• Work item: As the answer, give a copy of each line below that includes the word "WYCHE".

• Provided data:
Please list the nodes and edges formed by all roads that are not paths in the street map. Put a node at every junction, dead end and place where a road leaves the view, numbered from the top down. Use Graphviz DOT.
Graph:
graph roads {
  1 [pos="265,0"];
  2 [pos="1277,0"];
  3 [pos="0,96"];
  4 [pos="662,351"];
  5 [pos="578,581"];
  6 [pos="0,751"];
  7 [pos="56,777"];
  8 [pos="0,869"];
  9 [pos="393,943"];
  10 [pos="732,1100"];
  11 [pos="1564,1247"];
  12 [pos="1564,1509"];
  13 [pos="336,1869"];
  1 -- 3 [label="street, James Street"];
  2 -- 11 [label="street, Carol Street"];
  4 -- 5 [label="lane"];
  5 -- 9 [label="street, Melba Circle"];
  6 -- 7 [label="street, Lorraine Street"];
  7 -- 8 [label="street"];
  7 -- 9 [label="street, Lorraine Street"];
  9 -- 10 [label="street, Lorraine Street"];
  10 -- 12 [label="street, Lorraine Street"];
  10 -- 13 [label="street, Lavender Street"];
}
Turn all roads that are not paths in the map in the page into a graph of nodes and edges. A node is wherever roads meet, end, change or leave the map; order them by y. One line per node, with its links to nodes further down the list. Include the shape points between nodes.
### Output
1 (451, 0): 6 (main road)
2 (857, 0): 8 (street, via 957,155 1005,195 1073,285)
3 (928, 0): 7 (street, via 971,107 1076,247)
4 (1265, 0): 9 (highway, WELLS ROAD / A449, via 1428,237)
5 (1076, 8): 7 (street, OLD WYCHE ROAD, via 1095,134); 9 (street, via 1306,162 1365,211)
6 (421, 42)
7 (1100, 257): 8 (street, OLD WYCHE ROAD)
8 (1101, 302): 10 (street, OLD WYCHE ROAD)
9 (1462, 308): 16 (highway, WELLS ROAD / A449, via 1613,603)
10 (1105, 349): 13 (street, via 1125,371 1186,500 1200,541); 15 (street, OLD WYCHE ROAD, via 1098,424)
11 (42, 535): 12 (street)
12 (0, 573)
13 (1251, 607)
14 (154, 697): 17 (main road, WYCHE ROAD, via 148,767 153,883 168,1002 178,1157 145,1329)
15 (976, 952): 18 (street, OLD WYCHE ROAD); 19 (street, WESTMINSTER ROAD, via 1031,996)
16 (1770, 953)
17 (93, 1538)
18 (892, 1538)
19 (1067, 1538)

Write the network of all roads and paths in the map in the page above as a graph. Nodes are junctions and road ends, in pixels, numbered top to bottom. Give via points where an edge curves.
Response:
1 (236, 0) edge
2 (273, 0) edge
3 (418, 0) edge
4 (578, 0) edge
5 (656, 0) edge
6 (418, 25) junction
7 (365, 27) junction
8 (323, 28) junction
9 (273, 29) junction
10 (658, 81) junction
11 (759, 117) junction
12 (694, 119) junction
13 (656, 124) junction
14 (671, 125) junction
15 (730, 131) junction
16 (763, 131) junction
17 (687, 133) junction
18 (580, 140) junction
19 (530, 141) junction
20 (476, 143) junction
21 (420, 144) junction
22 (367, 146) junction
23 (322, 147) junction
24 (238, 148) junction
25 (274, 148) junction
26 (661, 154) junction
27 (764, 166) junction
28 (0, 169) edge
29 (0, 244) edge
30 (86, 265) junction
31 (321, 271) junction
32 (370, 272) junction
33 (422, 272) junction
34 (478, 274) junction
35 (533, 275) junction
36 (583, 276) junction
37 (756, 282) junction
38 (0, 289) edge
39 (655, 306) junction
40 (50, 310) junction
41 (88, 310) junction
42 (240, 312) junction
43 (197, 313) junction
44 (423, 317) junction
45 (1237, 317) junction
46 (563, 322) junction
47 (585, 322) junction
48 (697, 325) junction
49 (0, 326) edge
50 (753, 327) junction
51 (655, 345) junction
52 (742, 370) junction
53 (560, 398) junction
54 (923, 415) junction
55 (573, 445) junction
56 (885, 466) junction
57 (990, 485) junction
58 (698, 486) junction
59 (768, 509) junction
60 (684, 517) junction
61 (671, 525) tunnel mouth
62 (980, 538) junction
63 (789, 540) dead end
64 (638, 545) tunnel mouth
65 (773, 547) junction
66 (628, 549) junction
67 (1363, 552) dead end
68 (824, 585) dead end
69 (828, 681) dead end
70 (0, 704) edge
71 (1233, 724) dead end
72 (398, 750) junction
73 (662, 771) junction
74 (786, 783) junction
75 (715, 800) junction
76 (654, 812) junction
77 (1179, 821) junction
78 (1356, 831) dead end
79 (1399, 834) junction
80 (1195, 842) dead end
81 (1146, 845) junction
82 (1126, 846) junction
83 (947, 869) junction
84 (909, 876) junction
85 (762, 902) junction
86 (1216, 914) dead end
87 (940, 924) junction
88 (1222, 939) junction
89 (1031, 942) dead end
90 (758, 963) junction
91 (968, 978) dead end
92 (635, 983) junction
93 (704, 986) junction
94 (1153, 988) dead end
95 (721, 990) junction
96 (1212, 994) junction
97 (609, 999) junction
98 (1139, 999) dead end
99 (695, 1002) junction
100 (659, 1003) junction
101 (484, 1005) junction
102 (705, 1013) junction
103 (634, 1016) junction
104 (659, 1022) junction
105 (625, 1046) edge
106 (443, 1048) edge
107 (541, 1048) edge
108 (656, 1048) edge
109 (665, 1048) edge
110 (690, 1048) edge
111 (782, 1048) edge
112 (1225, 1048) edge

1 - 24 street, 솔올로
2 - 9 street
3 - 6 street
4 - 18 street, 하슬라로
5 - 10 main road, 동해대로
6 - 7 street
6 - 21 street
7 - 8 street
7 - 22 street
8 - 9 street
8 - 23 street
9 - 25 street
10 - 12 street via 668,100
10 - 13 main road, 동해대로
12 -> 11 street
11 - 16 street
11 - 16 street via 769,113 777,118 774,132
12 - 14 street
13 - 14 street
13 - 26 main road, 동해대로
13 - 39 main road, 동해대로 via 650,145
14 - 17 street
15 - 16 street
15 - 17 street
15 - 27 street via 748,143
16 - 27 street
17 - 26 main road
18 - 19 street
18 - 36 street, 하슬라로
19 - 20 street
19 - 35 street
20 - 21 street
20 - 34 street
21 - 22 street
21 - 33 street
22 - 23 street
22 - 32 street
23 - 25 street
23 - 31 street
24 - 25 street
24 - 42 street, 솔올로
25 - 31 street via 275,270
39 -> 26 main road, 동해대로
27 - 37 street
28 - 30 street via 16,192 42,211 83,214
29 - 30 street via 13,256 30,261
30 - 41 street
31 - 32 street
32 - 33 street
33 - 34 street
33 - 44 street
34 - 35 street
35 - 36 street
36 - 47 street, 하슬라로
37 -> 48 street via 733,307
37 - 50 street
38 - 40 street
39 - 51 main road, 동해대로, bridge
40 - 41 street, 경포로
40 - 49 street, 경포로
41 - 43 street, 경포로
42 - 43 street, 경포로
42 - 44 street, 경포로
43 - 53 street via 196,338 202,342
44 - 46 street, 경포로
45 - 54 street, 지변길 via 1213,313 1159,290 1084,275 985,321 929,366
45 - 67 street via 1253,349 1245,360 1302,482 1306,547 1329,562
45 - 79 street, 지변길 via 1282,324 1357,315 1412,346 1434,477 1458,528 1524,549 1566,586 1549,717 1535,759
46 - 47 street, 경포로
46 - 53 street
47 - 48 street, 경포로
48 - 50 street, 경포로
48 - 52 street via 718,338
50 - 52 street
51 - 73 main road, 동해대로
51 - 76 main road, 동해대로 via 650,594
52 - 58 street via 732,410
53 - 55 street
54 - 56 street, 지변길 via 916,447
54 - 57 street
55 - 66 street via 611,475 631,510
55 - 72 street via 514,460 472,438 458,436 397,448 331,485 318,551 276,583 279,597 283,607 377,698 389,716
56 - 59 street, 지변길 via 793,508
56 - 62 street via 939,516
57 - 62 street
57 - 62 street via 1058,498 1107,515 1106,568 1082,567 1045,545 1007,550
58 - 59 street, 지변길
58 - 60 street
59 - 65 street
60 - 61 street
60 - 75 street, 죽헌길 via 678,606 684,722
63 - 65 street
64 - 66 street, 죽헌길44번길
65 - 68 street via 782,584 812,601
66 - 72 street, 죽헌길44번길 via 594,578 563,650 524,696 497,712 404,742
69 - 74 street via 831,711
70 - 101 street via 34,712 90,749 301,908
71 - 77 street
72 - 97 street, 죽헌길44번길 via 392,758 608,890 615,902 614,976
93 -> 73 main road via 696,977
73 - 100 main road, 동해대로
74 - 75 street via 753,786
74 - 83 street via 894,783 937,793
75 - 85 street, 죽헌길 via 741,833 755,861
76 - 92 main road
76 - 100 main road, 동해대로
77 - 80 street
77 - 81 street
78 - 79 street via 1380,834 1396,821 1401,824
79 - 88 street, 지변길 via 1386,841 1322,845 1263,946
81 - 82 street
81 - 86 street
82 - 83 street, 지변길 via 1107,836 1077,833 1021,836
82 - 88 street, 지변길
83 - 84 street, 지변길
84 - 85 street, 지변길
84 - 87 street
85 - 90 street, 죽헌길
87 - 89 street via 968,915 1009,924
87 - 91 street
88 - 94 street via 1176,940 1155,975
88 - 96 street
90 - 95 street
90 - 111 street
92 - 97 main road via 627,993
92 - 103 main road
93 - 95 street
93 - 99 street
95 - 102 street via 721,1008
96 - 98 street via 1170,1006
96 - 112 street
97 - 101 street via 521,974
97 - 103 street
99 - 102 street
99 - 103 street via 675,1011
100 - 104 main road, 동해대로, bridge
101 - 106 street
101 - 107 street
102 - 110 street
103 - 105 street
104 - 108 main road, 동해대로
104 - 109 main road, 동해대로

• Task response:
5 (1076, 8): 7 (street, OLD WYCHE ROAD, via 1095,134); 9 (street, via 1306,162 1365,211)
7 (1100, 257): 8 (street, OLD WYCHE ROAD)
8 (1101, 302): 10 (street, OLD WYCHE ROAD)
10 (1105, 349): 13 (street, via 1125,371 1186,500 1200,541); 15 (street, OLD WYCHE ROAD, via 1098,424)
14 (154, 697): 17 (main road, WYCHE ROAD, via 148,767 153,883 168,1002 178,1157 145,1329)
15 (976, 952): 18 (street, OLD WYCHE ROAD); 19 (street, WESTMINSTER ROAD, via 1031,996)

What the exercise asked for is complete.